** EXERCISE REQUIREMENTS **
The output should be the records themselves, given again exactly.

** LISTED RECORDS **
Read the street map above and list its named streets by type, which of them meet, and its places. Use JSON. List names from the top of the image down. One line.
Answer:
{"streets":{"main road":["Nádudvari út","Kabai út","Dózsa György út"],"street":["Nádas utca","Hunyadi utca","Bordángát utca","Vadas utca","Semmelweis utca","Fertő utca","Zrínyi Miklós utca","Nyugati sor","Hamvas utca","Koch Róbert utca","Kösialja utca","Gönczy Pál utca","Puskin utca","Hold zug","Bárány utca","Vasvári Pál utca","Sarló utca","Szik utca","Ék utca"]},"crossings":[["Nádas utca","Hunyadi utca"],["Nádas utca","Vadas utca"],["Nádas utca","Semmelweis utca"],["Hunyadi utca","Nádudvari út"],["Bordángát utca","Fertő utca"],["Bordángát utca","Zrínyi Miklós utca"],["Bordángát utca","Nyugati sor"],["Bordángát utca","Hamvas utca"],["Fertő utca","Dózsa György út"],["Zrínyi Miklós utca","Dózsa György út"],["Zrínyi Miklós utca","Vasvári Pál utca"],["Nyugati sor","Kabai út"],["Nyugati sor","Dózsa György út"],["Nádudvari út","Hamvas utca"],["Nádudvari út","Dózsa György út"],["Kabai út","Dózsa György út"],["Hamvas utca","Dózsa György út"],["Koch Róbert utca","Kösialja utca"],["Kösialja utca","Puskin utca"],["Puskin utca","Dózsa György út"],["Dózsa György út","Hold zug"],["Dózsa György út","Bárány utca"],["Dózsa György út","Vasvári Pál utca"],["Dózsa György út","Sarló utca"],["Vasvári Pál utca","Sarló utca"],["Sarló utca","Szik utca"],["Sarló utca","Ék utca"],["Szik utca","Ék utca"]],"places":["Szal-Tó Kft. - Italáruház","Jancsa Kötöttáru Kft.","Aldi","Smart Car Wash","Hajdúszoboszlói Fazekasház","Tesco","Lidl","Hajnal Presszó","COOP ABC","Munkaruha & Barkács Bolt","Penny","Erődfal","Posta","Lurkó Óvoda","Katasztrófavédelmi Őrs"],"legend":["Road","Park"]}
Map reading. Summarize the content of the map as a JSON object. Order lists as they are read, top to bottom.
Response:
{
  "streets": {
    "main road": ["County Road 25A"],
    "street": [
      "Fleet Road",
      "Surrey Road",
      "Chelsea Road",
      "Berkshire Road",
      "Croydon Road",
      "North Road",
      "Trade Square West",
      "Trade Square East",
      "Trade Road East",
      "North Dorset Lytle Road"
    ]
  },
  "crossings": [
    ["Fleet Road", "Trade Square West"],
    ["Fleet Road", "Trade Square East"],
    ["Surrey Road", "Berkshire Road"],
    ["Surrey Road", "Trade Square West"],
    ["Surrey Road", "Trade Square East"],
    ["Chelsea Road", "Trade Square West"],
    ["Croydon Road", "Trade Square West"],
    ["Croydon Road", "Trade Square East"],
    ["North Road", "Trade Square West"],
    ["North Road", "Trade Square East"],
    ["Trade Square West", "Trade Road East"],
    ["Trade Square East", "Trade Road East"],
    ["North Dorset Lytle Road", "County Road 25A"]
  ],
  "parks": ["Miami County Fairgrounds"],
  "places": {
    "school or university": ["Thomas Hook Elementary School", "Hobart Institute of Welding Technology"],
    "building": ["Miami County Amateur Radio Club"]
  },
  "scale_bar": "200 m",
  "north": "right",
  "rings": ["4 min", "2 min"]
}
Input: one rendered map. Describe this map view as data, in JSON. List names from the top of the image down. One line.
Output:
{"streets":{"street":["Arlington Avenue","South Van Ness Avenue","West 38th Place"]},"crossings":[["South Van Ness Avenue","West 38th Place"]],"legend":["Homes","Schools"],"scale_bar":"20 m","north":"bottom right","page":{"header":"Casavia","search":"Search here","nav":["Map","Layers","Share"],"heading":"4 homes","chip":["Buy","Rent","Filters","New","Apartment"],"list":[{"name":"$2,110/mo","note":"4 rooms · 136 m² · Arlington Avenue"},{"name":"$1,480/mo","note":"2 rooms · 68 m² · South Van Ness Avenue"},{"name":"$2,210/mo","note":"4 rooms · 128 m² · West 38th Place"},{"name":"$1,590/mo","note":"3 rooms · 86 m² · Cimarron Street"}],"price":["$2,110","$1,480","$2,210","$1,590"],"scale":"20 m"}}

** TASK RESULT **
Read the street map above and list its named streets by type, which of them meet, and its places. Use JSON. List names from the top of the image down. One line.
Answer:
{"streets":{"main road":["Nádudvari út","Kabai út","Dózsa György út"],"street":["Nádas utca","Hunyadi utca","Bordángát utca","Vadas utca","Semmelweis utca","Fertő utca","Zrínyi Miklós utca","Nyugati sor","Hamvas utca","Koch Róbert utca","Kösialja utca","Gönczy Pál utca","Puskin utca","Hold zug","Bárány utca","Vasvári Pál utca","Sarló utca","Szik utca","Ék utca"]},"crossings":[["Nádas utca","Hunyadi utca"],["Nádas utca","Vadas utca"],["Nádas utca","Semmelweis utca"],["Hunyadi utca","Nádudvari út"],["Bordángát utca","Fertő utca"],["Bordángát utca","Zrínyi Miklós utca"],["Bordángát utca","Nyugati sor"],["Bordángát utca","Hamvas utca"],["Fertő utca","Dózsa György út"],["Zrínyi Miklós utca","Dózsa György út"],["Zrínyi Miklós utca","Vasvári Pál utca"],["Nyugati sor","Kabai út"],["Nyugati sor","Dózsa György út"],["Nádudvari út","Hamvas utca"],["Nádudvari út","Dózsa György út"],["Kabai út","Dózsa György út"],["Hamvas utca","Dózsa György út"],["Koch Róbert utca","Kösialja utca"],["Kösialja utca","Puskin utca"],["Puskin utca","Dózsa György út"],["Dózsa György út","Hold zug"],["Dózsa György út","Bárány utca"],["Dózsa György út","Vasvári Pál utca"],["Dózsa György út","Sarló utca"],["Vasvári Pál utca","Sarló utca"],["Sarló utca","Szik utca"],["Sarló utca","Ék utca"],["Szik utca","Ék utca"]],"places":["Szal-Tó Kft. - Italáruház","Jancsa Kötöttáru Kft.","Aldi","Smart Car Wash","Hajdúszoboszlói Fazekasház","Tesco","Lidl","Hajnal Presszó","COOP ABC","Munkaruha & Barkács Bolt","Penny","Erődfal","Posta","Lurkó Óvoda","Katasztrófavédelmi Őrs"],"legend":["Road","Park"]}
Map reading. Summarize the content of the map as a JSON object. Order lists as they are read, top to bottom.
Response:
{
  "streets": {
    "main road": ["County Road 25A"],
    "street": [
      "Fleet Road",
      "Surrey Road",
      "Chelsea Road",
      "Berkshire Road",
      "Croydon Road",
      "North Road",
      "Trade Square West",
      "Trade Square East",
      "Trade Road East",
      "North Dorset Lytle Road"
    ]
  },
  "crossings": [
    ["Fleet Road", "Trade Square West"],
    ["Fleet Road", "Trade Square East"],
    ["Surrey Road", "Berkshire Road"],
    ["Surrey Road", "Trade Square West"],
    ["Surrey Road", "Trade Square East"],
    ["Chelsea Road", "Trade Square West"],
    ["Croydon Road", "Trade Square West"],
    ["Croydon Road", "Trade Square East"],
    ["North Road", "Trade Square West"],
    ["North Road", "Trade Square East"],
    ["Trade Square West", "Trade Road East"],
    ["Trade Square East", "Trade Road East"],
    ["North Dorset Lytle Road", "County Road 25A"]
  ],
  "parks": ["Miami County Fairgrounds"],
  "places": {
    "school or university": ["Thomas Hook Elementary School", "Hobart Institute of Welding Technology"],
    "building": ["Miami County Amateur Radio Club"]
  },
  "scale_bar": "200 m",
  "north": "right",
  "rings": ["4 min", "2 min"]
}
Input: one rendered map. Describe this map view as data, in JSON. List names from the top of the image down. One line.
Output:
{"streets":{"street":["Arlington Avenue","South Van Ness Avenue","West 38th Place"]},"crossings":[["South Van Ness Avenue","West 38th Place"]],"legend":["Homes","Schools"],"scale_bar":"20 m","north":"bottom right","page":{"header":"Casavia","search":"Search here","nav":["Map","Layers","Share"],"heading":"4 homes","chip":["Buy","Rent","Filters","New","Apartment"],"list":[{"name":"$2,110/mo","note":"4 rooms · 136 m² · Arlington Avenue"},{"name":"$1,480/mo","note":"2 rooms · 68 m² · South Van Ness Avenue"},{"name":"$2,210/mo","note":"4 rooms · 128 m² · West 38th Place"},{"name":"$1,590/mo","note":"3 rooms · 86 m² · Cimarron Street"}],"price":["$2,110","$1,480","$2,210","$1,590"],"scale":"20 m"}}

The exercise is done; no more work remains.